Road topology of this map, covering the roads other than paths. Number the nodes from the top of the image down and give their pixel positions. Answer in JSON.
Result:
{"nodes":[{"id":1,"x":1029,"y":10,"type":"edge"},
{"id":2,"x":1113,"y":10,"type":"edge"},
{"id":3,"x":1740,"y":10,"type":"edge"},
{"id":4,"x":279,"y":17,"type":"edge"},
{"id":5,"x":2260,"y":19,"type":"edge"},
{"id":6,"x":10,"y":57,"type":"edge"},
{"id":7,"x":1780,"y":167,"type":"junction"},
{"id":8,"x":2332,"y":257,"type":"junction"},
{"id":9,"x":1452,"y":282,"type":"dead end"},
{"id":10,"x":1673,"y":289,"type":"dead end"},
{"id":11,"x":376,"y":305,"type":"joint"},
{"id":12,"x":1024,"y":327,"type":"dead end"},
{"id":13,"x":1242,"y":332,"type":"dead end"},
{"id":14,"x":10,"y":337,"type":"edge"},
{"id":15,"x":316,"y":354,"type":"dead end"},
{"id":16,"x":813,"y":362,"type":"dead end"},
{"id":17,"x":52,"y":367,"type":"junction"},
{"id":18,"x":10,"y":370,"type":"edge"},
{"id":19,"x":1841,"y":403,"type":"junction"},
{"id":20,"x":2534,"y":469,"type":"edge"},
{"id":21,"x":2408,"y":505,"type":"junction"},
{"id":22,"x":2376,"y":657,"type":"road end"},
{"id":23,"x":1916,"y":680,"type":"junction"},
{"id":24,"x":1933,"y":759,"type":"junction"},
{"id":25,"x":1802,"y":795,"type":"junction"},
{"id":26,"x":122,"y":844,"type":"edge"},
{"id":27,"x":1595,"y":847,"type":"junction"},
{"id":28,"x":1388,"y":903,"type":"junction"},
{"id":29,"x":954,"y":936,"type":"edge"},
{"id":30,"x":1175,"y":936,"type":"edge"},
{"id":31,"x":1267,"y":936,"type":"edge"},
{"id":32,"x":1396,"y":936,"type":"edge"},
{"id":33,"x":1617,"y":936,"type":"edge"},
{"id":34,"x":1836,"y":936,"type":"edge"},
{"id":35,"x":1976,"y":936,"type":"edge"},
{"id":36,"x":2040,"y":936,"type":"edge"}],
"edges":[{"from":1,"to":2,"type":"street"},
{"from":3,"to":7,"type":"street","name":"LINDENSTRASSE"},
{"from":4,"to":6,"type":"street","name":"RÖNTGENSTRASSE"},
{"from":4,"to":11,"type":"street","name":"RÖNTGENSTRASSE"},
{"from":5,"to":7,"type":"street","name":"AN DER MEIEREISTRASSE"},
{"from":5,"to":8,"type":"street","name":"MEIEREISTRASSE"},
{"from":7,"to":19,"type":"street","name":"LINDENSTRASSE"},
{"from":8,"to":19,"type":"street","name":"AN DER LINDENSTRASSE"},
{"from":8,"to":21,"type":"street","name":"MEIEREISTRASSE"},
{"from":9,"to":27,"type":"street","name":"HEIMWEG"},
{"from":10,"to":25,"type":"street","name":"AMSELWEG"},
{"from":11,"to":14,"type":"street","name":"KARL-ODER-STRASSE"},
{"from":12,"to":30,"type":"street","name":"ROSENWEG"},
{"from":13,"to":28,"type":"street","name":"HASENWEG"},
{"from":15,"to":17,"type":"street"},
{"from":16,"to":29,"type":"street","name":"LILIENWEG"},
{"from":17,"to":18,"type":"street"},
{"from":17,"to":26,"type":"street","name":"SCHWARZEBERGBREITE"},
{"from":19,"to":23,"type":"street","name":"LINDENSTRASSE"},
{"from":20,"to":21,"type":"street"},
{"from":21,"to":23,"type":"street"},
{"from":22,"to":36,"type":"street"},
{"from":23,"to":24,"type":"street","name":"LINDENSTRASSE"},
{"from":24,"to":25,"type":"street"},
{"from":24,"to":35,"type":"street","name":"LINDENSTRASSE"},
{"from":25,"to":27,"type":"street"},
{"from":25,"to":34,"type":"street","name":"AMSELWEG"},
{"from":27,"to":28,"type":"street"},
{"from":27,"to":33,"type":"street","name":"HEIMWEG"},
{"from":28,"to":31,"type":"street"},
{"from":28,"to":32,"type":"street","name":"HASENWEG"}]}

* * * * * * *

*WHAT THIS TASK INVOLVES:*
Extract the data exactly as given.

*TASK RESULT:*
Road topology of this map, covering the roads other than paths. Number the nodes from the top of the image down and give their pixel positions. Answer in JSON.
Result:
{"nodes":[{"id":1,"x":1029,"y":10,"type":"edge"},
{"id":2,"x":1113,"y":10,"type":"edge"},
{"id":3,"x":1740,"y":10,"type":"edge"},
{"id":4,"x":279,"y":17,"type":"edge"},
{"id":5,"x":2260,"y":19,"type":"edge"},
{"id":6,"x":10,"y":57,"type":"edge"},
{"id":7,"x":1780,"y":167,"type":"junction"},
{"id":8,"x":2332,"y":257,"type":"junction"},
{"id":9,"x":1452,"y":282,"type":"dead end"},
{"id":10,"x":1673,"y":289,"type":"dead end"},
{"id":11,"x":376,"y":305,"type":"joint"},
{"id":12,"x":1024,"y":327,"type":"dead end"},
{"id":13,"x":1242,"y":332,"type":"dead end"},
{"id":14,"x":10,"y":337,"type":"edge"},
{"id":15,"x":316,"y":354,"type":"dead end"},
{"id":16,"x":813,"y":362,"type":"dead end"},
{"id":17,"x":52,"y":367,"type":"junction"},
{"id":18,"x":10,"y":370,"type":"edge"},
{"id":19,"x":1841,"y":403,"type":"junction"},
{"id":20,"x":2534,"y":469,"type":"edge"},
{"id":21,"x":2408,"y":505,"type":"junction"},
{"id":22,"x":2376,"y":657,"type":"road end"},
{"id":23,"x":1916,"y":680,"type":"junction"},
{"id":24,"x":1933,"y":759,"type":"junction"},
{"id":25,"x":1802,"y":795,"type":"junction"},
{"id":26,"x":122,"y":844,"type":"edge"},
{"id":27,"x":1595,"y":847,"type":"junction"},
{"id":28,"x":1388,"y":903,"type":"junction"},
{"id":29,"x":954,"y":936,"type":"edge"},
{"id":30,"x":1175,"y":936,"type":"edge"},
{"id":31,"x":1267,"y":936,"type":"edge"},
{"id":32,"x":1396,"y":936,"type":"edge"},
{"id":33,"x":1617,"y":936,"type":"edge"},
{"id":34,"x":1836,"y":936,"type":"edge"},
{"id":35,"x":1976,"y":936,"type":"edge"},
{"id":36,"x":2040,"y":936,"type":"edge"}],
"edges":[{"from":1,"to":2,"type":"street"},
{"from":3,"to":7,"type":"street","name":"LINDENSTRASSE"},
{"from":4,"to":6,"type":"street","name":"RÖNTGENSTRASSE"},
{"from":4,"to":11,"type":"street","name":"RÖNTGENSTRASSE"},
{"from":5,"to":7,"type":"street","name":"AN DER MEIEREISTRASSE"},
{"from":5,"to":8,"type":"street","name":"MEIEREISTRASSE"},
{"from":7,"to":19,"type":"street","name":"LINDENSTRASSE"},
{"from":8,"to":19,"type":"street","name":"AN DER LINDENSTRASSE"},
{"from":8,"to":21,"type":"street","name":"MEIEREISTRASSE"},
{"from":9,"to":27,"type":"street","name":"HEIMWEG"},
{"from":10,"to":25,"type":"street","name":"AMSELWEG"},
{"from":11,"to":14,"type":"street","name":"KARL-ODER-STRASSE"},
{"from":12,"to":30,"type":"street","name":"ROSENWEG"},
{"from":13,"to":28,"type":"street","name":"HASENWEG"},
{"from":15,"to":17,"type":"street"},
{"from":16,"to":29,"type":"street","name":"LILIENWEG"},
{"from":17,"to":18,"type":"street"},
{"from":17,"to":26,"type":"street","name":"SCHWARZEBERGBREITE"},
{"from":19,"to":23,"type":"street","name":"LINDENSTRASSE"},
{"from":20,"to":21,"type":"street"},
{"from":21,"to":23,"type":"street"},
{"from":22,"to":36,"type":"street"},
{"from":23,"to":24,"type":"street","name":"LINDENSTRASSE"},
{"from":24,"to":25,"type":"street"},
{"from":24,"to":35,"type":"street","name":"LINDENSTRASSE"},
{"from":25,"to":27,"type":"street"},
{"from":25,"to":34,"type":"street","name":"AMSELWEG"},
{"from":27,"to":28,"type":"street"},
{"from":27,"to":33,"type":"street","name":"HEIMWEG"},
{"from":28,"to":31,"type":"street"},
{"from":28,"to":32,"type":"street","name":"HASENWEG"}]}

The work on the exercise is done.